Data:
---+---

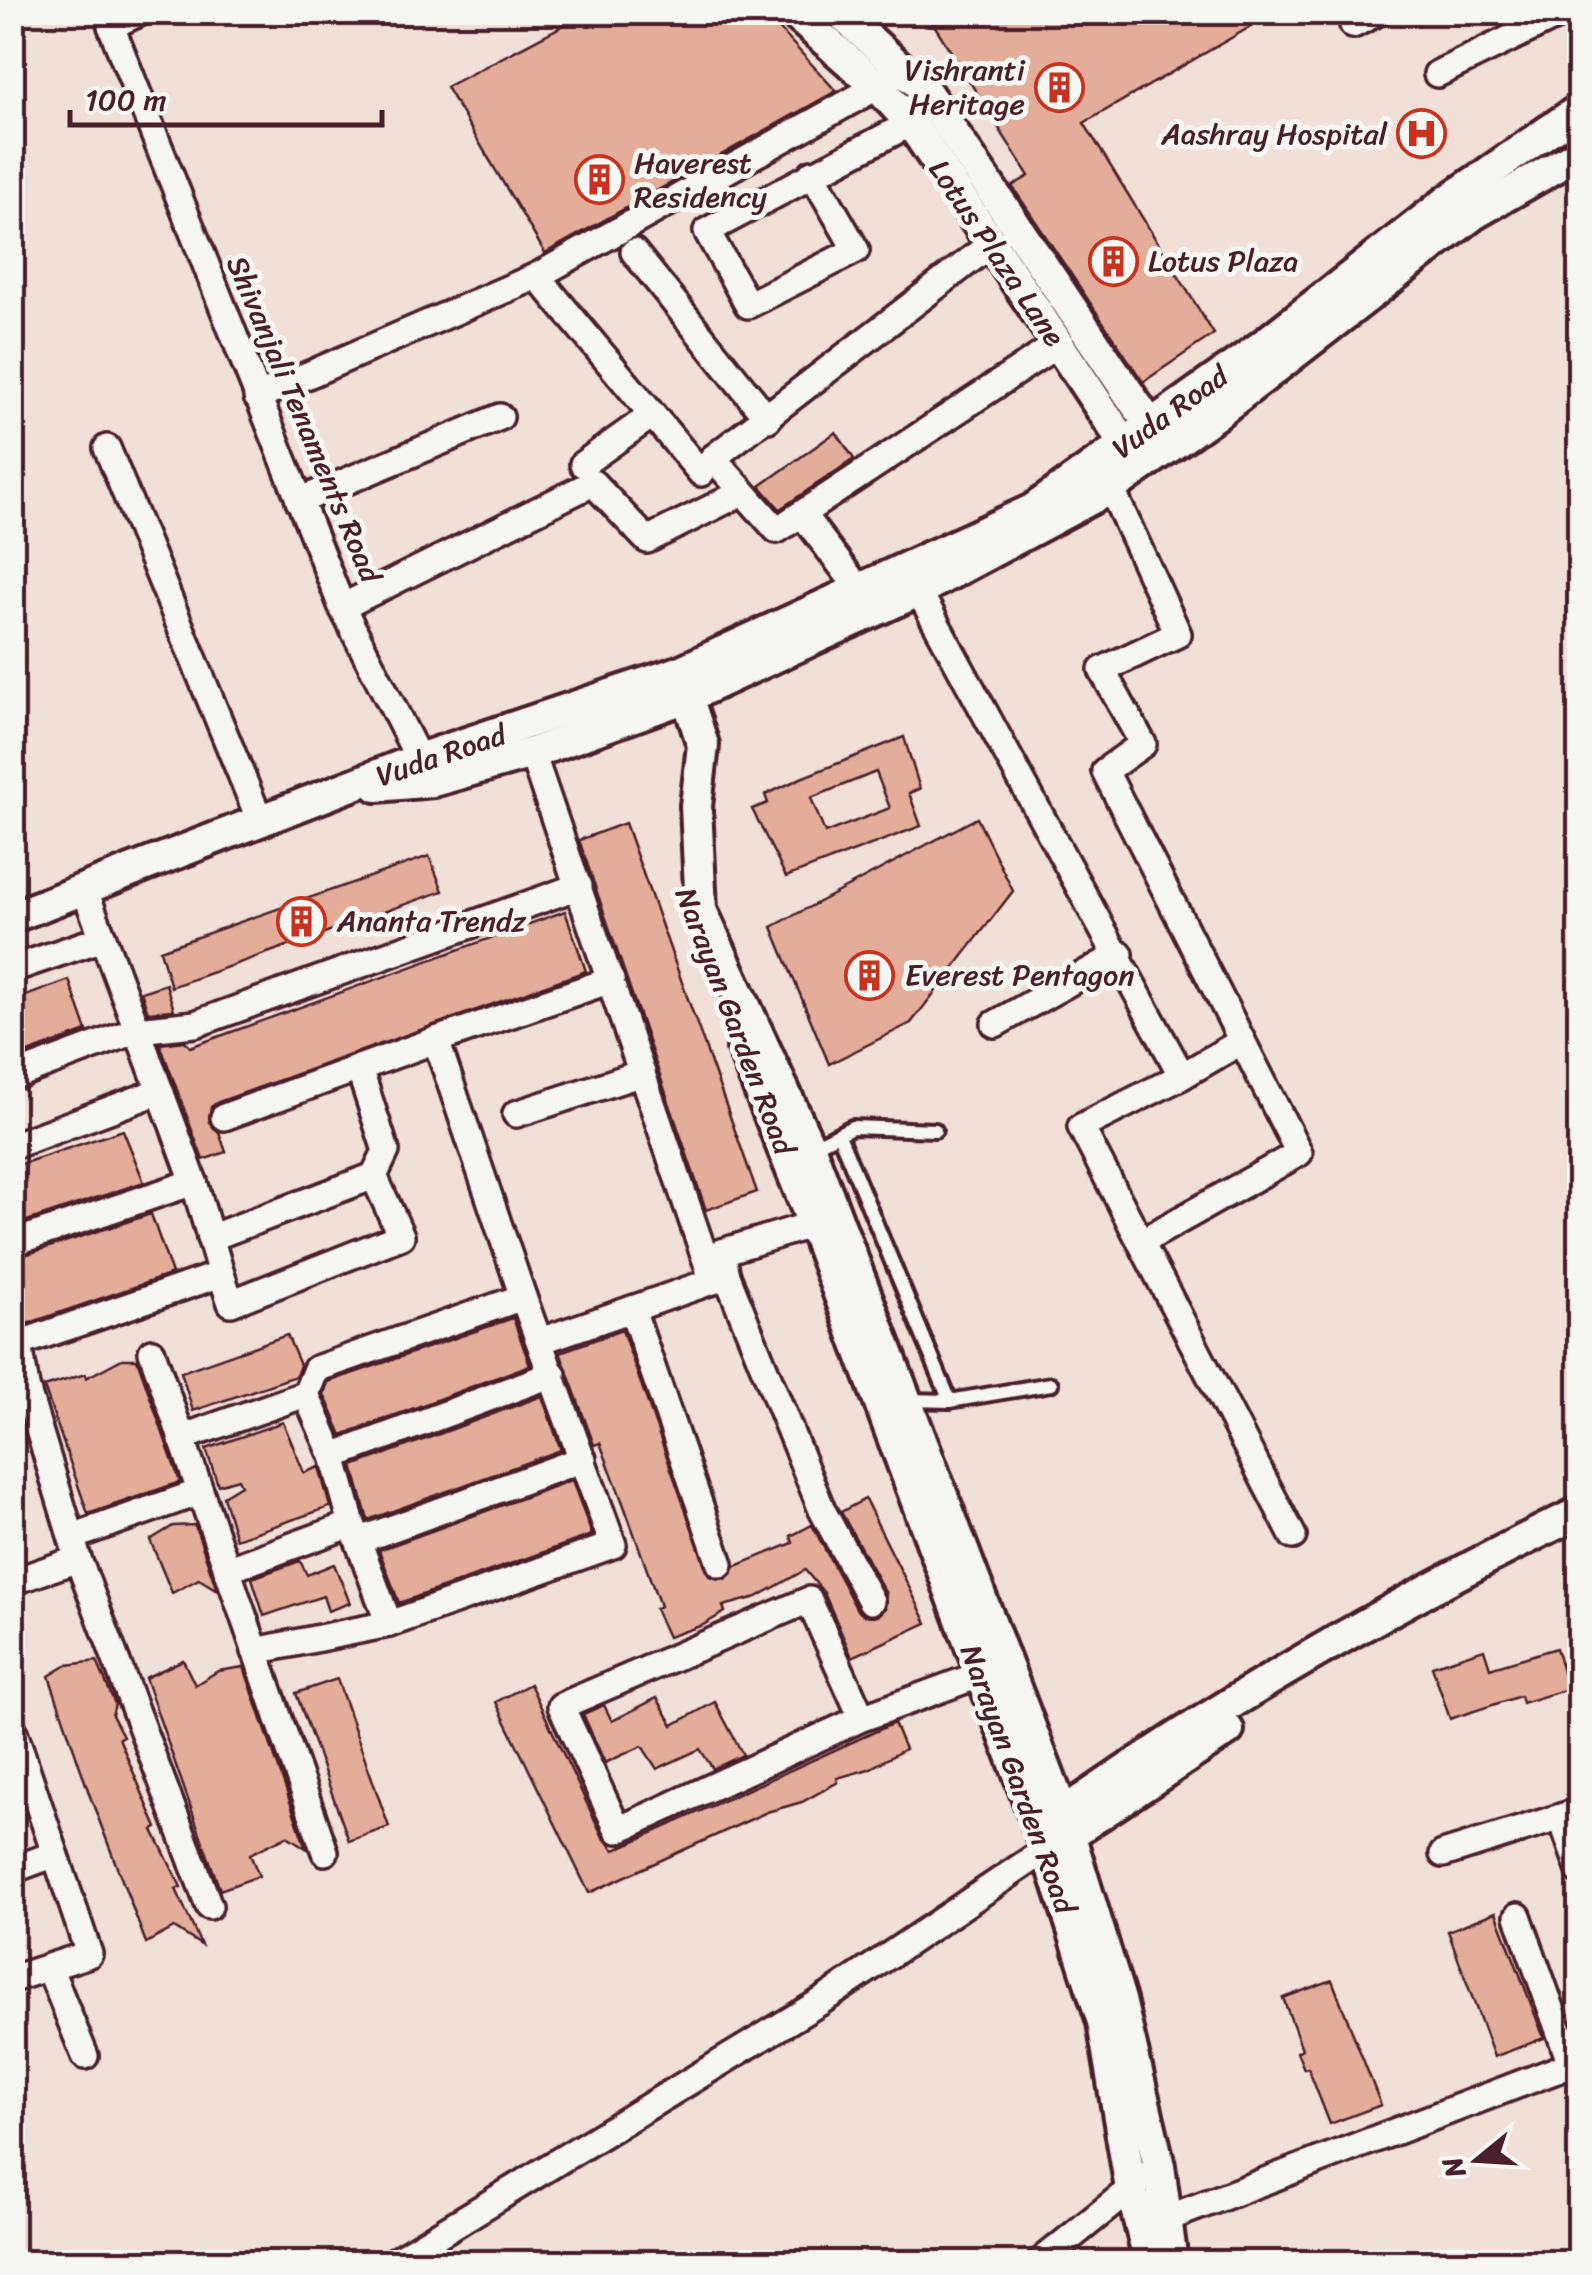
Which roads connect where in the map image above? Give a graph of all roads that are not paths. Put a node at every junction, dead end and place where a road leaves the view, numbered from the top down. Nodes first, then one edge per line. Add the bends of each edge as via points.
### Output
1 (141, 12) edge
2 (793, 12) edge
3 (839, 12) edge
4 (1378, 12) edge
5 (1565, 12) edge
6 (1352, 25) dead end
7 (1437, 74) dead end
8 (914, 79) junction
9 (895, 105) junction
10 (1580, 109) edge
11 (1580, 152) edge
12 (812, 173) junction
13 (991, 244) junction
14 (634, 252) dead end
15 (537, 276) junction
16 (1058, 344) junction
17 (256, 396) junction
18 (652, 415) junction
19 (500, 417) dead end
20 (768, 419) junction
21 (1158, 437) junction
22 (107, 448) dead end
23 (1132, 456) junction
24 (713, 458) junction
25 (582, 464) dead end
26 (1103, 478) junction
27 (743, 492) junction
28 (299, 501) junction
29 (802, 514) junction
30 (912, 580) junction
31 (859, 590) junction
32 (342, 607) junction
33 (683, 684) junction
34 (532, 753) junction
35 (419, 759) junction
36 (349, 788) junction
37 (696, 806) junction
38 (260, 823) junction
39 (578, 886) junction
40 (12, 918) edge
41 (96, 919) junction
42 (1120, 954) junction
43 (12, 969) edge
44 (611, 980) junction
45 (995, 1024) dead end
46 (137, 1030) junction
47 (436, 1040) junction
48 (1242, 1041) junction
49 (359, 1068) junction
50 (642, 1072) junction
51 (1182, 1076) junction
52 (12, 1077) edge
53 (160, 1091) junction
54 (516, 1114) dead end
55 (224, 1116) dead end
56 (935, 1130) dead end
57 (839, 1135) junction
58 (12, 1146) edge
59 (810, 1148) junction
60 (374, 1176) junction
61 (194, 1182) junction
62 (824, 1220) junction
63 (210, 1238) junction
64 (1141, 1242) junction
65 (12, 1244) edge
66 (221, 1274) junction
67 (720, 1278) junction
68 (523, 1297) junction
69 (632, 1309) junction
70 (540, 1341) junction
71 (16, 1345) edge
72 (152, 1352) dead end
73 (554, 1374) junction
74 (1051, 1384) dead end
75 (306, 1394) junction
76 (904, 1400) junction
77 (950, 1401) junction
78 (181, 1438) junction
79 (332, 1456) junction
80 (583, 1458) junction
81 (200, 1492) junction
82 (1580, 1512) edge
83 (356, 1532) junction
84 (1580, 1533) edge
85 (1293, 1536) dead end
86 (75, 1548) junction
87 (720, 1564) dead end
88 (227, 1570) junction
89 (12, 1582) edge
90 (871, 1601) dead end
91 (389, 1624) junction
92 (254, 1650) junction
93 (994, 1670) junction
94 (862, 1718) junction
95 (12, 1726) edge
96 (20, 1770) edge
97 (1570, 1814) edge
98 (1055, 1832) junction
99 (325, 1852) dead end
100 (55, 1854) junction
101 (1444, 1854) dead end
102 (12, 1870) edge
103 (1580, 1871) edge
104 (210, 1906) dead end
105 (1518, 1916) dead end
106 (49, 1966) junction
107 (12, 1978) edge
108 (85, 2056) dead end
109 (1575, 2063) edge
110 (1159, 2166) junction
111 (1131, 2189) junction
112 (1162, 2220) junction
113 (393, 2262) edge
114 (1040, 2262) edge
115 (1150, 2262) edge
116 (1172, 2262) edge

1 - 17 street, Shivanjali Tenaments Road via 111,26
2 - 9 street, Lotus Plaza Lane
3 - 8 street, Lotus Plaza Lane
4 - 6 street
5 - 7 street
8 - 9 street
8 - 21 street, Lotus Plaza Lane
9 - 12 street
9 - 13 street, Lotus Plaza Lane
9 - 15 street
10 - 21 street, Vuda Road via 1450,199 1258,348
11 - 21 street, Vuda Road via 1474,214 1407,270
12 - 12 street via 707,231 748,305 856,250
13 - 16 street, Lotus Plaza Lane
13 - 20 street
14 - 20 street
15 - 17 street
15 - 18 street
16 - 23 street, Lotus Plaza Lane
16 - 29 street
17 - 28 street, Shivanjali Tenaments Road
18 - 24 street via 701,473
18 - 25 street
19 - 28 street
20 - 24 street
21 - 23 street, Vuda Road
22 - 38 street
23 - 26 street, Vuda Road
24 - 27 street
26 - 30 street, Vuda Road
26 - 48 street via 1178,634 1102,670 1143,744 1104,771
27 - 29 street via 777,530
27 - 32 street, Shivanjali Tenaments Road via 646,540 593,483
28 - 32 street, Shivanjali Tenaments Road
29 - 31 street
30 - 31 street, Vuda Road
30 - 33 street, Vuda Road
30 - 42 street
31 - 33 street, Vuda Road
32 - 35 street
33 - 34 street, Vuda Road
33 - 35 street, Vuda Road
33 - 37 street via 700,736
34 - 36 street, Vuda Road via 433,781
34 - 39 street
35 - 36 street, Vuda Road
36 - 38 street
37 - 59 street, Narayan Garden Road via 701,910
37 - 62 street, Narayan Garden Road via 680,838 684,904
38 - 41 street
39 - 44 street
39 - 46 street via 195,1024
40 - 41 street
41 - 43 street
41 - 46 street
42 - 45 street
42 - 51 street
44 - 47 street
44 - 50 street
46 - 52 street
46 - 53 street
47 - 49 street
47 - 68 street
48 - 51 street
48 - 64 street via 1300,1153
49 - 55 street
49 - 60 street via 386,1151
50 - 54 street
50 - 67 street
51 - 64 street via 1081,1127
53 - 58 street
53 - 61 street
56 - 57 lane via 852,1127
57 - 59 lane
57 - 77 lane
59 - 62 street, Narayan Garden Road
60 - 63 street
60 - 66 street via 400,1236 232,1302
61 - 63 street
61 - 65 street
62 - 67 street via 722,1252
62 - 76 street, Narayan Garden Road
62 - 93 street, Narayan Garden Road
63 - 66 street
64 - 85 street
66 - 71 street
67 - 69 street
67 - 90 street via 822,1510
68 - 70 street
68 - 75 street via 316,1369
69 - 70 street
69 - 87 street
70 - 73 street
71 - 86 street
72 - 78 street
73 - 79 street
73 - 80 street
74 - 77 lane
75 - 78 street
75 - 79 street
76 - 77 lane
76 - 93 street, Narayan Garden Road
78 - 81 street
79 - 83 street
80 - 83 street
80 - 91 street via 614,1545
81 - 86 street
81 - 88 street
82 - 98 street via 1279,1674
83 - 88 street
83 - 91 street
84 - 98 street via 1325,1668
86 - 89 street
86 - 104 street
88 - 92 street
91 - 92 street
92 - 99 street
93 - 94 street
93 - 98 street, Narayan Garden Road
94 - 94 street via 618,1830 561,1706 808,1600
95 - 96 street
96 - 100 street
97 - 101 street
97 - 103 street
98 - 110 street, Narayan Garden Road via 1120,2000
98 - 111 street, Narayan Garden Road via 1103,2022
98 - 113 street via 820,2002
100 - 102 street
100 - 106 street via 89,1954
105 - 109 street
106 - 107 street
106 - 108 street
109 - 112 street
110 - 111 street
110 - 112 street, Narayan Garden Road
111 - 114 street
111 - 115 street, Narayan Garden Road
112 - 116 street, Narayan Garden Road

---+---

Task statement: Whenever the word "Tenaments" shows up in a line of the entries above, copy that line.

Solution to this task:
1 - 17 street, Shivanjali Tenaments Road via 111,26
17 - 28 street, Shivanjali Tenaments Road
27 - 32 street, Shivanjali Tenaments Road via 646,540 593,483
28 - 32 street, Shivanjali Tenaments Road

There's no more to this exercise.